» Task directions:
An exact copy of every record is needed.

───── Task input ─────

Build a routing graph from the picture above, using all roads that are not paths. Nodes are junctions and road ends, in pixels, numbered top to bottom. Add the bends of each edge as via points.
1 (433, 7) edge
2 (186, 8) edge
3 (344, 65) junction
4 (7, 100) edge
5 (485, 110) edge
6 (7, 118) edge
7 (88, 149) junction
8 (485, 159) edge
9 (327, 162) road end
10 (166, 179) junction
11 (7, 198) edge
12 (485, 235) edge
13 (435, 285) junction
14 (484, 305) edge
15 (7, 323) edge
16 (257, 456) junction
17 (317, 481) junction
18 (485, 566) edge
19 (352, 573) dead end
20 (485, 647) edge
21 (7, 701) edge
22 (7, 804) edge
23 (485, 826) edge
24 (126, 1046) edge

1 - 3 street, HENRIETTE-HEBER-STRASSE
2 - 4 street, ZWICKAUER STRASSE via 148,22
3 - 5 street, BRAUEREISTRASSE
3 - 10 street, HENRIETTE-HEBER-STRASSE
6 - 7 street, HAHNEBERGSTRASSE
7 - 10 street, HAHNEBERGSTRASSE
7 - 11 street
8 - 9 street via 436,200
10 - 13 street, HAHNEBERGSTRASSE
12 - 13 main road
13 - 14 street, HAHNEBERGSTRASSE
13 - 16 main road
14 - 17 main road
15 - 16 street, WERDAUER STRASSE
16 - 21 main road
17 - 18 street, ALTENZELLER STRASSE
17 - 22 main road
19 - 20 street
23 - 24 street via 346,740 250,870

─────

» Answer below:
Build a routing graph from the picture above, using all roads that are not paths. Nodes are junctions and road ends, in pixels, numbered top to bottom. Add the bends of each edge as via points.
1 (433, 7) edge
2 (186, 8) edge
3 (344, 65) junction
4 (7, 100) edge
5 (485, 110) edge
6 (7, 118) edge
7 (88, 149) junction
8 (485, 159) edge
9 (327, 162) road end
10 (166, 179) junction
11 (7, 198) edge
12 (485, 235) edge
13 (435, 285) junction
14 (484, 305) edge
15 (7, 323) edge
16 (257, 456) junction
17 (317, 481) junction
18 (485, 566) edge
19 (352, 573) dead end
20 (485, 647) edge
21 (7, 701) edge
22 (7, 804) edge
23 (485, 826) edge
24 (126, 1046) edge

1 - 3 street, HENRIETTE-HEBER-STRASSE
2 - 4 street, ZWICKAUER STRASSE via 148,22
3 - 5 street, BRAUEREISTRASSE
3 - 10 street, HENRIETTE-HEBER-STRASSE
6 - 7 street, HAHNEBERGSTRASSE
7 - 10 street, HAHNEBERGSTRASSE
7 - 11 street
8 - 9 street via 436,200
10 - 13 street, HAHNEBERGSTRASSE
12 - 13 main road
13 - 14 street, HAHNEBERGSTRASSE
13 - 16 main road
14 - 17 main road
15 - 16 street, WERDAUER STRASSE
16 - 21 main road
17 - 18 street, ALTENZELLER STRASSE
17 - 22 main road
19 - 20 street
23 - 24 street via 346,740 250,870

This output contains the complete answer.